Code Reviewer Environment

An RL environment for training AI agents to perform code review tasks

Features • Quick Start • API • Deployment • GitHub Setup

Overview

The Code Reviewer Environment is an OpenEnv-compatible RL environment that trains AI agents to perform code review tasks.
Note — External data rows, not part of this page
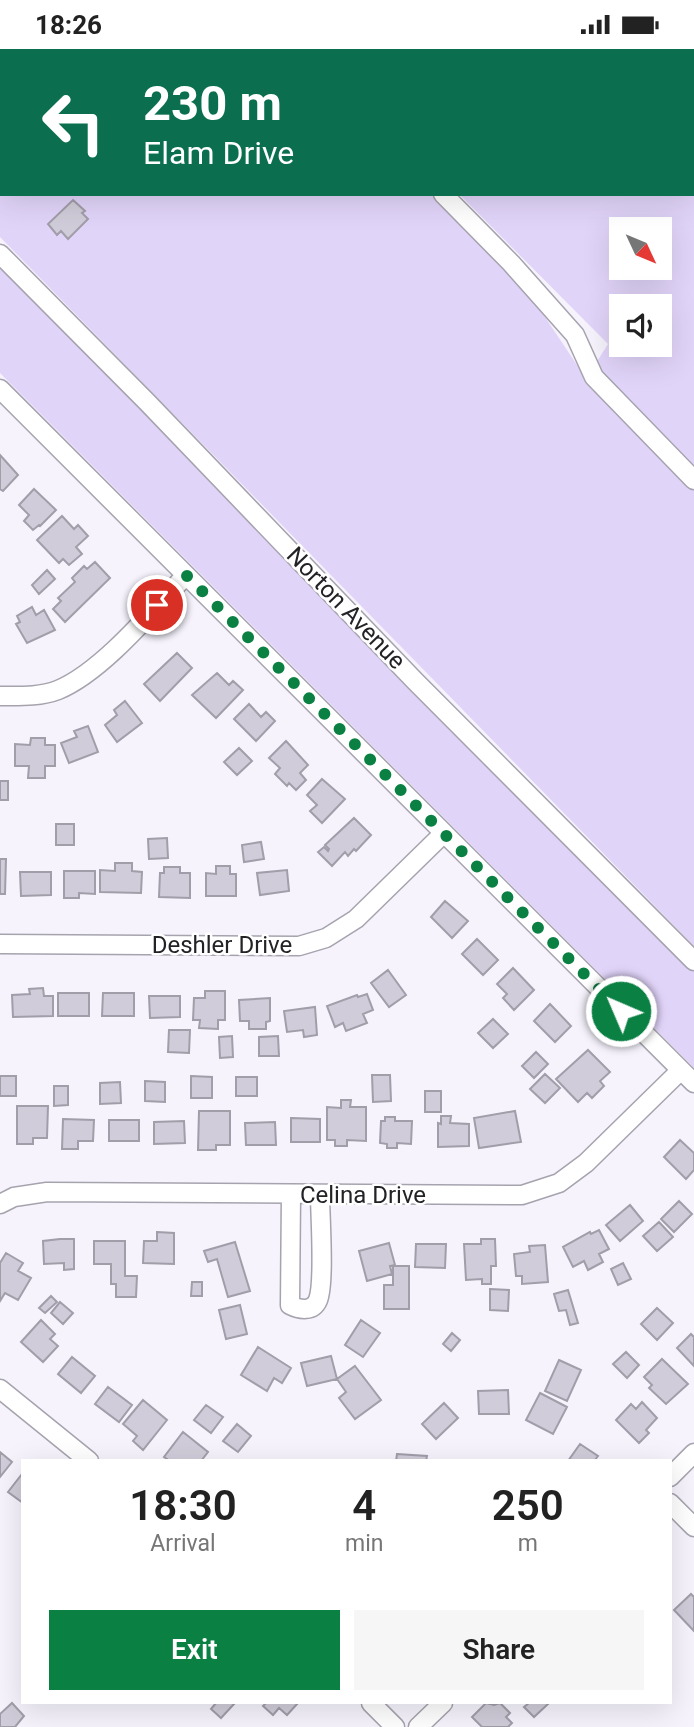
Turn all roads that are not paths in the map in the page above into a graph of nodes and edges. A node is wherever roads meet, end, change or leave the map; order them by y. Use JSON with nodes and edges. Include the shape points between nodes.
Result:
{"nodes":[{"id":1,"x":445,"y":196,"type":"edge"},
{"id":2,"x":0,"y":254,"type":"edge"},
{"id":3,"x":0,"y":389,"type":"edge"},
{"id":4,"x":694,"y":479,"type":"edge"},
{"id":5,"x":186,"y":575,"type":"junction"},
{"id":6,"x":0,"y":696,"type":"edge"},
{"id":7,"x":444,"y":833,"type":"junction"},
{"id":8,"x":0,"y":944,"type":"edge"},
{"id":9,"x":694,"y":961,"type":"edge"},
{"id":10,"x":681,"y":1070,"type":"junction"},
{"id":11,"x":694,"y":1083,"type":"edge"},
{"id":12,"x":291,"y":1194,"type":"junction"},
{"id":13,"x":320,"y":1194,"type":"junction"},
{"id":14,"x":0,"y":1204,"type":"edge"},
{"id":15,"x":0,"y":1389,"type":"edge"},
{"id":16,"x":694,"y":1453,"type":"edge"},
{"id":17,"x":87,"y":1459,"type":"edge"},
{"id":18,"x":672,"y":1475,"type":"edge"},
{"id":19,"x":672,"y":1505,"type":"edge"},
{"id":20,"x":694,"y":1527,"type":"edge"},
{"id":21,"x":372,"y":1704,"type":"edge"},
{"id":22,"x":442,"y":1704,"type":"edge"},
{"id":23,"x":396,"y":1727,"type":"edge"},
{"id":24,"x":418,"y":1727,"type":"edge"}],
"edges":[{"from":1,"to":4,"type":"street","via":[[567,325],[582,346],[594,377]]},
{"from":2,"to":9,"type":"street","name":"Norton Avenue"},
{"from":3,"to":5,"type":"street"},
{"from":5,"to":6,"type":"street","via":[[79,679],[41,695]]},
{"from":5,"to":7,"type":"street"},
{"from":7,"to":8,"type":"street","name":"Deshler Drive","via":[[356,919],[326,938],[299,946]]},
{"from":7,"to":10,"type":"street"},
{"from":10,"to":11,"type":"street"},
{"from":10,"to":13,"type":"street","name":"Celina Drive","via":[[586,1163],[551,1187],[522,1195]]},
{"from":12,"to":13,"type":"street","name":"Celina Drive"},
{"from":12,"to":13,"type":"street","via":[[290,1305],[306,1310],[317,1301],[320,1285]]},
{"from":12,"to":14,"type":"street","name":"Celina Drive","via":[[47,1192]]},
{"from":15,"to":17,"type":"street"},
{"from":16,"to":18,"type":"street"},
{"from":19,"to":20,"type":"street"},
{"from":21,"to":23,"type":"street"},
{"from":22,"to":24,"type":"street"}]}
Agents learn to identify:

Syntax Errors (Easy) - Missing colons, unclosed brackets, indentation issues
Logic Bugs (Medium) - Off-by-one errors, incorrect comparisons
Security Vulnerabilities (Hard) - SQL injection, XSS, command injection

┌─────────────────────────────────────────────────────────────┐
│                    CODE REVIEWER AGENT                       │
├─────────────────────────────────────────────────────────────┤
│                                                             │
│   ┌──────────────┐    Action    ┌──────────────────────┐   │
│   │   Python     │ ──────────► │   Identify Issue     │   │
│   │   Code       │              │   Submit Review      │   │
│   │   Snippet    │ ◄────────── │   Request Hint       │   │
│   └──────────────┘   Obs/Reward └──────────────────────┘   │
│                                                             │
│   Task: Find 7 syntax errors → Score: 0.85/1.0            │
└─────────────────────────────────────────────────────────────┘

Interface Preview

Desktop	Mobile

Features

Feature	Description
3 Difficulty Levels	Easy → Medium → Hard progression
Typed Models	Full Pydantic v2 type safety
Meaningful Rewards	Partial credit, penalties for false positives
Comprehensive Grading	Deterministic evaluation
API + WebSocket	HTTP REST and WebSocket support
Docker Ready	One-command deployment to HF Spaces

Quick Start

1. Install Dependencies

# Clone the repository
git clone https://github.com/YOUR_USERNAME/openenv-code-reviewer.git
cd openenv-code-reviewer

# Install dependencies
pip install -r requirements.txt

2. Test Locally

# Run the test suite
python test_environment.py

# Output should show: Passed: 8/8 ✓

3. Start the Server

# Start API server on port 7860 with interactive web UI
python server.py

# Or run the app module directly
cd server
python app.py

# Server is now running at http://localhost:7860

4. Try the Environment

from environment import CodeReviewerEnv
from models import CodeReviewerAction, CodeIssue, IssueType, Severity

# Create environment
env = CodeReviewerEnv(task_name="syntax_check")
observation = env.reset()

print(f"Task: {observation.task_description}")
print(f"Code to review:\n{observation.code_snippet.code}")

# Identify an issue
action = CodeReviewerAction(
    action_type="identify_issue",
    issue=CodeIssue(
        line_number=5,
        issue_type=IssueType.SYNTAX_ERROR,
        severity=Severity.HIGH,
        description="Missing colon after function definition",
        suggested_fix="Add colon at end of line"
    ),
    confidence=0.9
)

# Take step
observation, reward, done, info = env.step(action)
print(f"Reward: {reward.step_reward}")

# Submit review when done
if done:
    result = env.get_review_result()
    print(f"Score: {result.completion_score}")

Tasks

Task 1: Syntax Check (Easy)

Find syntax errors in Python code.

Expected Issues: 7 syntax errors
Max Steps: 15
Success Threshold: 70%

Task 2: Logic Bug Detection (Medium)

Identify logic bugs causing incorrect behavior.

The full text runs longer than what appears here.